You have been here for 8 months and I really can't believe it!  You have brought so much laughter and fun into our house.  I can't remember life without you, and I don't want to!  Your sweetness (and even your difficult-ness at times) has increased the grace and the joy in our house by 10.  Here is a couple of my favorite times with you, Biruk:

*The first time I saw you.  You were so quiet, holding onto daddy's neck.  Your eyes got H-U-G-E when you saw that "jumpy-jumpy" (trampoline:)) and you bounced the tar out of it with us.  You actually hugged me 10 minutes in!  We played catch with a little red ball, and you refused to put your tongue inside of your mouth!:)

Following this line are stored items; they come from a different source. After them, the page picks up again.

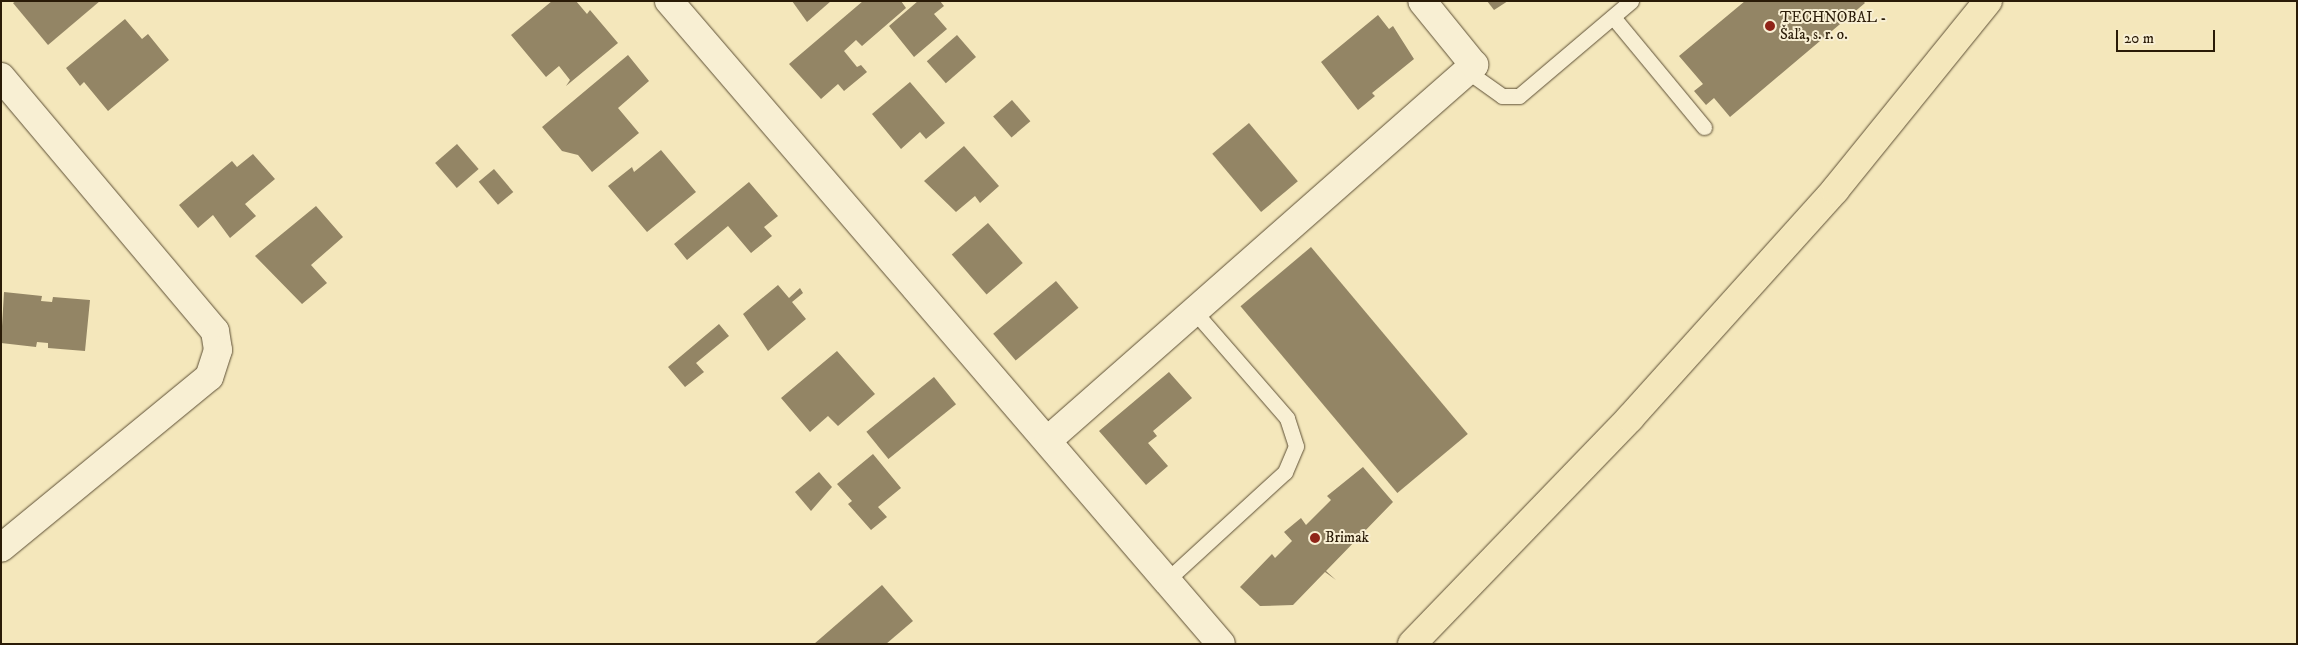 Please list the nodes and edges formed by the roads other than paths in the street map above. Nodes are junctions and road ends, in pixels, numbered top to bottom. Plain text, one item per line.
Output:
1 (669, 1) edge
2 (1422, 1) edge
3 (1632, 1) edge
4 (1988, 1) edge
5 (1612, 17) junction
6 (1467, 71) junction
7 (1, 77) edge
8 (1704, 127) dead end
9 (1194, 311) junction
10 (1048, 440) junction
11 (1, 548) edge
12 (1166, 580) junction
13 (1221, 644) edge
14 (1412, 644) edge

1 - 10 street
2 - 6 street
3 - 5 lane
4 - 14 main road
5 - 6 lane
5 - 8 lane
6 - 9 street
7 - 11 street
9 - 10 street
9 - 12 lane
10 - 12 street
12 - 13 street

*The day that you discovered toys beyond the pull-around-on-a-string dog.  You dug right into that big trunk of toys and had a blast.
*The first time that you kissed me.  It was only the 2nd day that you had been home, and you cuddled right up on my lap and kissed my cheek.  My heart nearly exploded from joy!  You were a sweetheart right from the beginning, weren't you?
*Watching you learn how to swing:)  Now you're a pro, but then...falling off of the swing was a regular thing!  Loved watching your eyes light up when you finally learned how to pump your legs and make that swing go.
*Seeing you warm right up to church.  You loved your "school" from the very first time you went there.  You melted every single teacher's heart, and made just about 100 friends that day.
*I didn't really know you then, but the first time I saw your picture.  It was a cold, gross-looking-kind-of day, and I was over at the neighbors' house.  Leah called me on the phone and told me to "GET OVER HERE!!!"  So, I sprinted across the yard (barefoot.) and ran right to the dining room.  Tears on every face, dad peeking through the window since he had been making maple syrup, and a laptop in front of mom.  "We got a phone call, Em!!" mom said through her tears, "We HAVE A LITTLE GIRL!"  Your picture was small and sweet.  You looked ornery, (Were we right on that or what!?) and your smile was small.  I fell in love right about there.
*When I found out that your name means "blessed".  Hon, we were blessed by you!
*The very first time that you were thrown 30-somethin' feet into the air by daddy...hearing your screech of joy.

These are just a few examples, Biruky:)  There has been many more, and there will be many more. I can not describe how glad I am that you are my sis.  I love you, Biruk.